▶ [Brief]
Please repeat the data exactly. Any picture in it stays out.

BEGIN

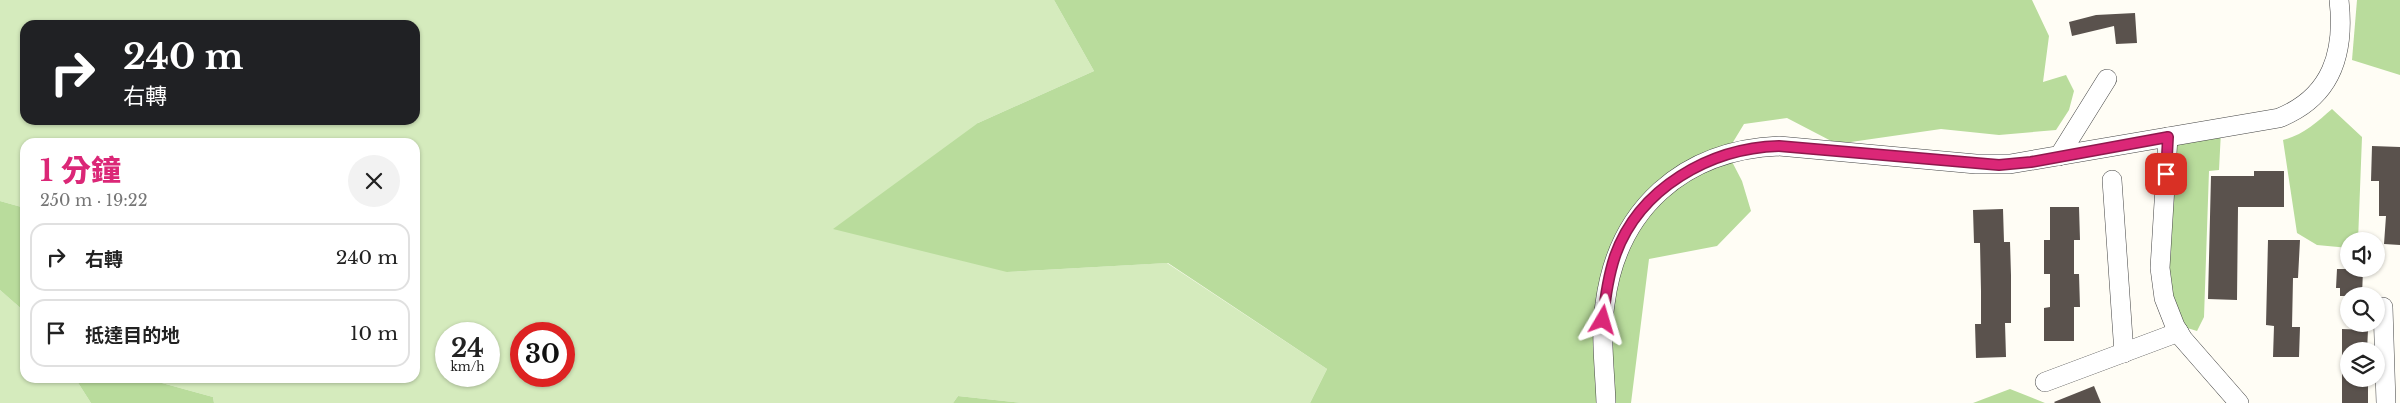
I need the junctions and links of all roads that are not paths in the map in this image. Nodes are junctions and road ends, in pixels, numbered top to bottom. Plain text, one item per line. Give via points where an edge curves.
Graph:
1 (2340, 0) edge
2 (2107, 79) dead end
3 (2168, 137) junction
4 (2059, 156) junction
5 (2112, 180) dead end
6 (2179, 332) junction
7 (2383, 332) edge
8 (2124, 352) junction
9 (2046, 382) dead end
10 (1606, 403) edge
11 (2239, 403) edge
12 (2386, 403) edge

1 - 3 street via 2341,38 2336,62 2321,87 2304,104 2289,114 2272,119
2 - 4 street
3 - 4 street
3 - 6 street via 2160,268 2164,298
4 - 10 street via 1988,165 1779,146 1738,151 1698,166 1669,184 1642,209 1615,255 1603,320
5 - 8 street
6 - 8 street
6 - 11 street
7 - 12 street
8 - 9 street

END

▶ [Solution below]
I need the junctions and links of all roads that are not paths in the map in this image. Nodes are junctions and road ends, in pixels, numbered top to bottom. Plain text, one item per line. Give via points where an edge curves.
Graph:
1 (2340, 0) edge
2 (2107, 79) dead end
3 (2168, 137) junction
4 (2059, 156) junction
5 (2112, 180) dead end
6 (2179, 332) junction
7 (2383, 332) edge
8 (2124, 352) junction
9 (2046, 382) dead end
10 (1606, 403) edge
11 (2239, 403) edge
12 (2386, 403) edge

1 - 3 street via 2341,38 2336,62 2321,87 2304,104 2289,114 2272,119
2 - 4 street
3 - 4 street
3 - 6 street via 2160,268 2164,298
4 - 10 street via 1988,165 1779,146 1738,151 1698,166 1669,184 1642,209 1615,255 1603,320
5 - 8 street
6 - 8 street
6 - 11 street
7 - 12 street
8 - 9 street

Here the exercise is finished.